## [EXERCISE AIM]
Each entry needs to be retyped exactly.

## [Collection entries]
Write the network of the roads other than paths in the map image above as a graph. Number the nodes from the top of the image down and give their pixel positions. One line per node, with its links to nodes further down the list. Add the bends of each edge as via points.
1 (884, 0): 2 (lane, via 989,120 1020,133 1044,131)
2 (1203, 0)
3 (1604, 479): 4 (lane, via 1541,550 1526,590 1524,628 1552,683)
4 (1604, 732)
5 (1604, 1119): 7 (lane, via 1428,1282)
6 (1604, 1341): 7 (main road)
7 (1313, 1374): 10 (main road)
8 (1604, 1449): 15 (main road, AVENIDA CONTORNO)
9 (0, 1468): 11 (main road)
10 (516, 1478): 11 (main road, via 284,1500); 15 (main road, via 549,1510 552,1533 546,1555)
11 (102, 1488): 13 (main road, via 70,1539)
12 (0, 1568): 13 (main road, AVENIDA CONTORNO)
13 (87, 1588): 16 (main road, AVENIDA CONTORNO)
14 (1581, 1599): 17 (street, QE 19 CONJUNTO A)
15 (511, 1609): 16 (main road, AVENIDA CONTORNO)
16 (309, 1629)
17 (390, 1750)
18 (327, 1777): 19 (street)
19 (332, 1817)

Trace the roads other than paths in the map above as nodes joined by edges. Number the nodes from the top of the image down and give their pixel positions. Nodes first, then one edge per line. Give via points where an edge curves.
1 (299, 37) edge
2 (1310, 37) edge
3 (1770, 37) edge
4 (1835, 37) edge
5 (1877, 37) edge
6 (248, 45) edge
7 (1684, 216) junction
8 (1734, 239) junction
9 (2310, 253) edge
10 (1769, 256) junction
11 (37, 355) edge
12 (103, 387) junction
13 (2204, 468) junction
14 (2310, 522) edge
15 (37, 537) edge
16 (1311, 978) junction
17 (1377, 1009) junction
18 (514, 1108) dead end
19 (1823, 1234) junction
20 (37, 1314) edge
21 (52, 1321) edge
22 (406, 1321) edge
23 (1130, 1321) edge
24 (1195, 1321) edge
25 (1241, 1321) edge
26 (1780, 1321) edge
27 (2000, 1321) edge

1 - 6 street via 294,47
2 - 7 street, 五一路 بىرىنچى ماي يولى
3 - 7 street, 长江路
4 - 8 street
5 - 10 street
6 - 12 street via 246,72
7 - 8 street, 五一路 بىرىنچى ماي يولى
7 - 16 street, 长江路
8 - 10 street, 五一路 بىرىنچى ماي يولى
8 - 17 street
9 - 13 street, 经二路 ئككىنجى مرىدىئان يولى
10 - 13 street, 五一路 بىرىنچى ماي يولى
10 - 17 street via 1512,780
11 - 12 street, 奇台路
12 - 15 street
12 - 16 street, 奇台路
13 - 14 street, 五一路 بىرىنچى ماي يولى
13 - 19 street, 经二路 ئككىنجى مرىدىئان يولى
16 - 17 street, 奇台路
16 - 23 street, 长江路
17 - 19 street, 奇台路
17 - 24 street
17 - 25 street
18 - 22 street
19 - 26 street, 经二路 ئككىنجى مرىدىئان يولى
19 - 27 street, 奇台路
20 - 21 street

## [RESPONSE FOR THIS EXERCISE]
Write the network of the roads other than paths in the map image above as a graph. Number the nodes from the top of the image down and give their pixel positions. One line per node, with its links to nodes further down the list. Add the bends of each edge as via points.
1 (884, 0): 2 (lane, via 989,120 1020,133 1044,131)
2 (1203, 0)
3 (1604, 479): 4 (lane, via 1541,550 1526,590 1524,628 1552,683)
4 (1604, 732)
5 (1604, 1119): 7 (lane, via 1428,1282)
6 (1604, 1341): 7 (main road)
7 (1313, 1374): 10 (main road)
8 (1604, 1449): 15 (main road, AVENIDA CONTORNO)
9 (0, 1468): 11 (main road)
10 (516, 1478): 11 (main road, via 284,1500); 15 (main road, via 549,1510 552,1533 546,1555)
11 (102, 1488): 13 (main road, via 70,1539)
12 (0, 1568): 13 (main road, AVENIDA CONTORNO)
13 (87, 1588): 16 (main road, AVENIDA CONTORNO)
14 (1581, 1599): 17 (street, QE 19 CONJUNTO A)
15 (511, 1609): 16 (main road, AVENIDA CONTORNO)
16 (309, 1629)
17 (390, 1750)
18 (327, 1777): 19 (street)
19 (332, 1817)

Trace the roads other than paths in the map above as nodes joined by edges. Number the nodes from the top of the image down and give their pixel positions. Nodes first, then one edge per line. Give via points where an edge curves.
1 (299, 37) edge
2 (1310, 37) edge
3 (1770, 37) edge
4 (1835, 37) edge
5 (1877, 37) edge
6 (248, 45) edge
7 (1684, 216) junction
8 (1734, 239) junction
9 (2310, 253) edge
10 (1769, 256) junction
11 (37, 355) edge
12 (103, 387) junction
13 (2204, 468) junction
14 (2310, 522) edge
15 (37, 537) edge
16 (1311, 978) junction
17 (1377, 1009) junction
18 (514, 1108) dead end
19 (1823, 1234) junction
20 (37, 1314) edge
21 (52, 1321) edge
22 (406, 1321) edge
23 (1130, 1321) edge
24 (1195, 1321) edge
25 (1241, 1321) edge
26 (1780, 1321) edge
27 (2000, 1321) edge

1 - 6 street via 294,47
2 - 7 street, 五一路 بىرىنچى ماي يولى
3 - 7 street, 长江路
4 - 8 street
5 - 10 street
6 - 12 street via 246,72
7 - 8 street, 五一路 بىرىنچى ماي يولى
7 - 16 street, 长江路
8 - 10 street, 五一路 بىرىنچى ماي يولى
8 - 17 street
9 - 13 street, 经二路 ئككىنجى مرىدىئان يولى
10 - 13 street, 五一路 بىرىنچى ماي يولى
10 - 17 street via 1512,780
11 - 12 street, 奇台路
12 - 15 street
12 - 16 street, 奇台路
13 - 14 street, 五一路 بىرىنچى ماي يولى
13 - 19 street, 经二路 ئككىنجى مرىدىئان يولى
16 - 17 street, 奇台路
16 - 23 street, 长江路
17 - 19 street, 奇台路
17 - 24 street
17 - 25 street
18 - 22 street
19 - 26 street, 经二路 ئككىنجى مرىدىئان يولى
19 - 27 street, 奇台路
20 - 21 street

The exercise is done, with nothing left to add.